Leiston seems to have been a fairly tranquil spot. Probably as a result of being part of a strict order it had plenty of inspections to keep things shipshape. In 1388, Richard II granted to the abbey a charter, allowing it to elect its own abbot, without asking permission of the king or its patrons, the dukes of Suffolk. The stern Bishop Redman was a particularly painstaking inspector, recording his visitations in detail; in 1478 he was well pleased with Abbot Richard Dunmow and his 14 brethren, and he was back four years later to give them a clean bill of health. Six years later, apart from dishing out a day’s punishment on Robert Colvyll and three others for breaking silence, dealing with an apostate or two and some complaints about the tonsures, all was well. Not that it saved the abbey from Henry VIII... The king and his ruthless commissioners left no stone unturned as they appropriated the monasteries in the 1530s.
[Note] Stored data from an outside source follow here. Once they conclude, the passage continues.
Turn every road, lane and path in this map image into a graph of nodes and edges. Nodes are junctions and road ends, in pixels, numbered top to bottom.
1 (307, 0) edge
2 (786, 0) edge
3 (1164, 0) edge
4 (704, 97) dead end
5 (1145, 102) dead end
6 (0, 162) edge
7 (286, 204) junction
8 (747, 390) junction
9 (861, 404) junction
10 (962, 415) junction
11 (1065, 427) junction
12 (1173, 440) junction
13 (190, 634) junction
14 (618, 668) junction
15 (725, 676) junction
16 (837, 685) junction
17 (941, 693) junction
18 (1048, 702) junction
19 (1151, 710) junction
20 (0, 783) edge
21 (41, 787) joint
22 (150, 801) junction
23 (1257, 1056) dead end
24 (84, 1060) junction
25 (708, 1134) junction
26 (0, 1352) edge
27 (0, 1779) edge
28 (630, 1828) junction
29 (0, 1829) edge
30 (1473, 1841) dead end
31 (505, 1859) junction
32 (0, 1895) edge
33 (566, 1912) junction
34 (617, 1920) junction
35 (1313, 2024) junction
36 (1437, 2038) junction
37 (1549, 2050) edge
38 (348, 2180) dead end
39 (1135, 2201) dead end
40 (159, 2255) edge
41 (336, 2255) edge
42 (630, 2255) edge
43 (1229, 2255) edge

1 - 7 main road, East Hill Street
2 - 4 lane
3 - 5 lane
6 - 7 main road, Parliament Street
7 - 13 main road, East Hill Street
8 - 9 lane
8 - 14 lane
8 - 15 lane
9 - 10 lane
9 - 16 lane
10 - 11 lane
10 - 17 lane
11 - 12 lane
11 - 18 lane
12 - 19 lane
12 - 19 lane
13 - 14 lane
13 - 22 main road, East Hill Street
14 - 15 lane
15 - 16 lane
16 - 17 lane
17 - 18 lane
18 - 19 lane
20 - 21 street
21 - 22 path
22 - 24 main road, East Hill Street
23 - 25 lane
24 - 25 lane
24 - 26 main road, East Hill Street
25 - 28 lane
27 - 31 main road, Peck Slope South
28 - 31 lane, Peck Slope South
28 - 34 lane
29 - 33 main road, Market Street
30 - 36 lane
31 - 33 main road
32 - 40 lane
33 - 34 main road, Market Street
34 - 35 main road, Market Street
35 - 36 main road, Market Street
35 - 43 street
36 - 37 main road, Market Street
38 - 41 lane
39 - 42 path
As one of the smaller houses in the country, Leiston was among the first wave surrendered to the king, then gifted to the dukes of Suffolk. George Carleton, the last abbot, received a pension of £20, but his fellow canons were turned out penniless – as only superiors qualified for a pension. The commissioners’ inventory showed there were silver and copper candlesticks and an altar of carved alabaster, yet they could only find property to the value of £40, including the cattle, despite annual income of £181. Was somebody lying to them? If so, where did the money go? A persistent legend has it the treasure is buried somewhere in the grounds...

Maybe the abbot supplemented his pension. What happened to the site?

A familiar tale. The buildings stripped and abandoned, the abbey became a farm, a farmhouse built into the ruins. A later Georgian front was added, extended early in the last century. In 1928 the abbey ruins and farm were bought by Ellen Wrightson and used as a religious retreat. On her death in 1946, she bequeathed the whole to the Diocese of St Edmundsbury and Ipswich. In 1977 the Pro Corda Trust, the National School for Young Chamber Music Players, a charity running chamber music courses for children, bought Leiston Abbey. The ruins are in the care of English Heritage.

Any more legends?

Local historian AJ Forrest, writing in the early 1960s, wrote of a “holy thorn” that flowered on Christmas Day being near the ruins. It was said to be one of the many offshoots taken from Joseph of Arimathea’s staff. This biblical character who gave his tomb for the burial of Jesus is also associated with early Christianity in Britain, Arthurian myth and the Holy Grail; his staff is supposed to have flowered at Glastonbury. There is also a persistent legend of two tunnels, said to begin at the west end of the abbey. The first runs for about four miles to the once large Greyfriars at Dunwich, now on the cliff edge. Another is supposed to emerge at Framlingham. More prosaically, they were probably blocked drainage channels.

Anything else?

In 2004 a 500-year-old monk’s skull was dug up by a teenager on a Suffolk County Council dig.
Leiston Abbey, off the B1069, is free to visit.